WHAT YOU NEED TO DO - Your task is to copy all of the entries exactly as they are given.

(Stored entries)
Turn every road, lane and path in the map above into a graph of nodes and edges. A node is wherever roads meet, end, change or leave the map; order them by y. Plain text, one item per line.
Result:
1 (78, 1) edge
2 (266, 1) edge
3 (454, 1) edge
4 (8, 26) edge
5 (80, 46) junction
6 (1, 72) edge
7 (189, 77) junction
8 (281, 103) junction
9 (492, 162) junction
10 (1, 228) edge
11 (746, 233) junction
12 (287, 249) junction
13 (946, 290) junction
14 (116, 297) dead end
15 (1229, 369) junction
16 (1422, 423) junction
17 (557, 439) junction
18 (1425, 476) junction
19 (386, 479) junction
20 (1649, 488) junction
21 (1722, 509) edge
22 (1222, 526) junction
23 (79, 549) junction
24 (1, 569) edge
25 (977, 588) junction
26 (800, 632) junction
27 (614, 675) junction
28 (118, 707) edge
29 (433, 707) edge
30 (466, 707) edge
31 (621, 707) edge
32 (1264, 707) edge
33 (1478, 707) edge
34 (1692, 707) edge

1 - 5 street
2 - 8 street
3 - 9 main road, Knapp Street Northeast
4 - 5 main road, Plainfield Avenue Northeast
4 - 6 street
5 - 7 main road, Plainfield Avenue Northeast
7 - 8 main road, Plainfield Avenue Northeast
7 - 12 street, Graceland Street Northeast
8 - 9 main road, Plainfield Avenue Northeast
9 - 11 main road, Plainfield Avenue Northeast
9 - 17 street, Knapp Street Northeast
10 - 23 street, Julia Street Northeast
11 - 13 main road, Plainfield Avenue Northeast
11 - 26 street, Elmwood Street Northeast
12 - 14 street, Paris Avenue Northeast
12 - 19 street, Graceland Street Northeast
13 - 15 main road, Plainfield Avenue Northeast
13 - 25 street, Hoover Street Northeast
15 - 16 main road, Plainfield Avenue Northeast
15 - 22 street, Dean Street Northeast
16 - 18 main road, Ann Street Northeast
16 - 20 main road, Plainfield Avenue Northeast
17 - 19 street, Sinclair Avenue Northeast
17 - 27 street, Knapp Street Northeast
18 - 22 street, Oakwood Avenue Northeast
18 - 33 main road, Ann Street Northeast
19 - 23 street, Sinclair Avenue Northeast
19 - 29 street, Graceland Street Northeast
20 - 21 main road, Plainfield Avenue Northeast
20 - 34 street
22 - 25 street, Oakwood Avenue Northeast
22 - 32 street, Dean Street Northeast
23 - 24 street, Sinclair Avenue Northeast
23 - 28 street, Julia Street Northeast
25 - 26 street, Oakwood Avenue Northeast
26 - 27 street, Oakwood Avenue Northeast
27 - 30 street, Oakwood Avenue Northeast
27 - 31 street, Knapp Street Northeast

RESULT -
Turn every road, lane and path in the map above into a graph of nodes and edges. A node is wherever roads meet, end, change or leave the map; order them by y. Plain text, one item per line.
Result:
1 (78, 1) edge
2 (266, 1) edge
3 (454, 1) edge
4 (8, 26) edge
5 (80, 46) junction
6 (1, 72) edge
7 (189, 77) junction
8 (281, 103) junction
9 (492, 162) junction
10 (1, 228) edge
11 (746, 233) junction
12 (287, 249) junction
13 (946, 290) junction
14 (116, 297) dead end
15 (1229, 369) junction
16 (1422, 423) junction
17 (557, 439) junction
18 (1425, 476) junction
19 (386, 479) junction
20 (1649, 488) junction
21 (1722, 509) edge
22 (1222, 526) junction
23 (79, 549) junction
24 (1, 569) edge
25 (977, 588) junction
26 (800, 632) junction
27 (614, 675) junction
28 (118, 707) edge
29 (433, 707) edge
30 (466, 707) edge
31 (621, 707) edge
32 (1264, 707) edge
33 (1478, 707) edge
34 (1692, 707) edge

1 - 5 street
2 - 8 street
3 - 9 main road, Knapp Street Northeast
4 - 5 main road, Plainfield Avenue Northeast
4 - 6 street
5 - 7 main road, Plainfield Avenue Northeast
7 - 8 main road, Plainfield Avenue Northeast
7 - 12 street, Graceland Street Northeast
8 - 9 main road, Plainfield Avenue Northeast
9 - 11 main road, Plainfield Avenue Northeast
9 - 17 street, Knapp Street Northeast
10 - 23 street, Julia Street Northeast
11 - 13 main road, Plainfield Avenue Northeast
11 - 26 street, Elmwood Street Northeast
12 - 14 street, Paris Avenue Northeast
12 - 19 street, Graceland Street Northeast
13 - 15 main road, Plainfield Avenue Northeast
13 - 25 street, Hoover Street Northeast
15 - 16 main road, Plainfield Avenue Northeast
15 - 22 street, Dean Street Northeast
16 - 18 main road, Ann Street Northeast
16 - 20 main road, Plainfield Avenue Northeast
17 - 19 street, Sinclair Avenue Northeast
17 - 27 street, Knapp Street Northeast
18 - 22 street, Oakwood Avenue Northeast
18 - 33 main road, Ann Street Northeast
19 - 23 street, Sinclair Avenue Northeast
19 - 29 street, Graceland Street Northeast
20 - 21 main road, Plainfield Avenue Northeast
20 - 34 street
22 - 25 street, Oakwood Avenue Northeast
22 - 32 street, Dean Street Northeast
23 - 24 street, Sinclair Avenue Northeast
23 - 28 street, Julia Street Northeast
25 - 26 street, Oakwood Avenue Northeast
26 - 27 street, Oakwood Avenue Northeast
27 - 30 street, Oakwood Avenue Northeast
27 - 31 street, Knapp Street Northeast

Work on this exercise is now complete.